Candland’s plan also calls for covering the $26 million cost that associated with increasing student enrollment in county schools. The student population in Prince William is expected to grow by 12,000 students over five years. There’s also $15 million in his plan to cover the cost of reducing class sizes by one student in classrooms across the county.

The supervisor also supports a two-percent raise for teachers, but Potomac District Supervisor Maureen Caddigan who once served on the county’s independent School Board reminded Candland that the School Board will have the final say as to which school employees get raises.

All told, county documents show Candland’s proposal leaves large deficits over each of the next five years so additional cuts will be needed to pay for his plan.

Jenkins proposal

Bucking the Republican trend of reducing revenue, the John Jenkins plan increases county tax revenues by $44 million in 2014. Known as a balanced five year plan, Jenkins’ proposal would result in an average tax bill of $3,712 in 2014 – up $408 from the current tax bill, county documents state.

Schools would benefit to the tune of $25 million and 91 new county employees would be hired.

Also under the plan, the county would see a surplus of $6.1 million in 2015, but a $1.4 million deficit in 2016, and an $8.7 million deficit in 2017.

Principi proposal 

Woodbridge District Supervisor Frank Principi wants to raise county revenue by $50 million to fund what officials say are “critical unmet needs” in.

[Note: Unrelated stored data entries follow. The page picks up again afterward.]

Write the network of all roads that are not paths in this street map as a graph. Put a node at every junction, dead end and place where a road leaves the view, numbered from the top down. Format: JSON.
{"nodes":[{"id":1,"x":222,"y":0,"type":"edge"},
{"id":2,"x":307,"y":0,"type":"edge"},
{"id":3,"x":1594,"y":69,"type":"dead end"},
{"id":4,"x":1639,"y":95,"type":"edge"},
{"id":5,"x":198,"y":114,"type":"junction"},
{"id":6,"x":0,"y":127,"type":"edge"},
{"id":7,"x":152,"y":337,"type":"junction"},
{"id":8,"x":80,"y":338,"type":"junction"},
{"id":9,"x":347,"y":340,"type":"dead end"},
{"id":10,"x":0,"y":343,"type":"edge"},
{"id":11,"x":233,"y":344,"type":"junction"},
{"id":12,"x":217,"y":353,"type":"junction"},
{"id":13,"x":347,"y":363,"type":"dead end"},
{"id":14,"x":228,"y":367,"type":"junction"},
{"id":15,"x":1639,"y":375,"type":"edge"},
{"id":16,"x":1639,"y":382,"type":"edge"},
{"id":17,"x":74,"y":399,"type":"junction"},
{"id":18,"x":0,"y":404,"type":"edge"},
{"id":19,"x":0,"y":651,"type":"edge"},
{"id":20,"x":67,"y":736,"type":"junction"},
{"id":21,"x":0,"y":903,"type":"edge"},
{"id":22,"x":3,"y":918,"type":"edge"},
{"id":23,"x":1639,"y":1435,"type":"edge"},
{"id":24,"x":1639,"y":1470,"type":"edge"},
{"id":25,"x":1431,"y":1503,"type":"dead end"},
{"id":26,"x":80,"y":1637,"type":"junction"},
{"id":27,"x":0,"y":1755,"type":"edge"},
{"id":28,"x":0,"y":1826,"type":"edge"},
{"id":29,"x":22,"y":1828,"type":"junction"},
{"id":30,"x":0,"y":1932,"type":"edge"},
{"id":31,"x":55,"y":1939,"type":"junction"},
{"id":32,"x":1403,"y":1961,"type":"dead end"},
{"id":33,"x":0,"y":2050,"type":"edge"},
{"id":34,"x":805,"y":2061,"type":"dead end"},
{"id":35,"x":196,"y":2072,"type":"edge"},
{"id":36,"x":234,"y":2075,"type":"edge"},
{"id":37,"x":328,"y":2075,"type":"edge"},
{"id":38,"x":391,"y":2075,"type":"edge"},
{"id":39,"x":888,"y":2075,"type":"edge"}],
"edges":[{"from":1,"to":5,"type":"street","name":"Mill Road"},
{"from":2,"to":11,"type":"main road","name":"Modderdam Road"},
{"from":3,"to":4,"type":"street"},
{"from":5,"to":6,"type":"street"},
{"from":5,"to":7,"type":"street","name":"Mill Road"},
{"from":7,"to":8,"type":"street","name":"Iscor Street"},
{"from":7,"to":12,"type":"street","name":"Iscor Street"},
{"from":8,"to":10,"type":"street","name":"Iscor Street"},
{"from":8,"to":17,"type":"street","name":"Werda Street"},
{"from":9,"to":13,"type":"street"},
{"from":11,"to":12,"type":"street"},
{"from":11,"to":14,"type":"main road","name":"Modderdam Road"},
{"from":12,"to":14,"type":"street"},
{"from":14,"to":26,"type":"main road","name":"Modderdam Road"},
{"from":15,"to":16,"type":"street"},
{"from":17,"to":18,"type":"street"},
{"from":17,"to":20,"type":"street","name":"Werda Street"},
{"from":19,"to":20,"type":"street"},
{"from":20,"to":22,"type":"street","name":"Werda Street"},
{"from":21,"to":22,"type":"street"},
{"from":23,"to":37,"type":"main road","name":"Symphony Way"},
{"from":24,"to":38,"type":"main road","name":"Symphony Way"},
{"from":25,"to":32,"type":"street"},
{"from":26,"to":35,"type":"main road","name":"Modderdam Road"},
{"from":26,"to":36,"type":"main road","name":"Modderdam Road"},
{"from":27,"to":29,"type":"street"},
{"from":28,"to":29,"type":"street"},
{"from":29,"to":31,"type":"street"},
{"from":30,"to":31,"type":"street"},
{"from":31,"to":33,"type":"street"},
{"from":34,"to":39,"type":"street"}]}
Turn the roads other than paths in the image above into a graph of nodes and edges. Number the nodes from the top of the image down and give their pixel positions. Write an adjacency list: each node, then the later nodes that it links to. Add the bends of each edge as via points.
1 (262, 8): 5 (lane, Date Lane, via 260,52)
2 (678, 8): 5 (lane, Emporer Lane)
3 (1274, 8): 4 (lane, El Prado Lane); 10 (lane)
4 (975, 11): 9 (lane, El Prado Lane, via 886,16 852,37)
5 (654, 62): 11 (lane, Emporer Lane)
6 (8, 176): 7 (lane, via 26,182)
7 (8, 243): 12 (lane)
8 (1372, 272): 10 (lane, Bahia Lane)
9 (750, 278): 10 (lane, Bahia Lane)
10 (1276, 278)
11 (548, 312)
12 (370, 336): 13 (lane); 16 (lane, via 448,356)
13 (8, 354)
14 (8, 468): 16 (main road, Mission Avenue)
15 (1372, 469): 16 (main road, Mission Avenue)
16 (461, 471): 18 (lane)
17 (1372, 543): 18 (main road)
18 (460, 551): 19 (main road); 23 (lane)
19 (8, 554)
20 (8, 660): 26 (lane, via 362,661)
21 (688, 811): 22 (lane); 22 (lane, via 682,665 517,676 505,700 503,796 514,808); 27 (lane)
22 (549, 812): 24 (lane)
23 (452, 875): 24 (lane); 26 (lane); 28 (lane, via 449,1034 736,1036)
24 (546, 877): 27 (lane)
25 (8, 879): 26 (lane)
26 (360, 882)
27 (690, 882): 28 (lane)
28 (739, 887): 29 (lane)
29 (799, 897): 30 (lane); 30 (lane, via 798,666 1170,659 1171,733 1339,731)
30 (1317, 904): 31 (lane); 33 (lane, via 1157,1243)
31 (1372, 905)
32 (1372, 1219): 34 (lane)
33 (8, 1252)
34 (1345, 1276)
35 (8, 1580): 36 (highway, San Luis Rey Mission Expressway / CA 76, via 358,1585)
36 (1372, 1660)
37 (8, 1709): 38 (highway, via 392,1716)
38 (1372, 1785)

A portion of these funds would go to places like  the jail, parks and recreation, public works, police, fire and rescue, and to the county’s voter registrar – a total of $2.1 million to fund new voting machines and other expenses to modernize the voting process in the county.

The county’s schools would gain $26 million under this plan, officials would hire 93 new full time county employees, and the average tax bill would rise $447 over the current bill, county documents state.

The Board of Supervisors meets again next Tuesday and is expected to continue the budget appropriation discussion. The budget process begins in earnest after the first of the year.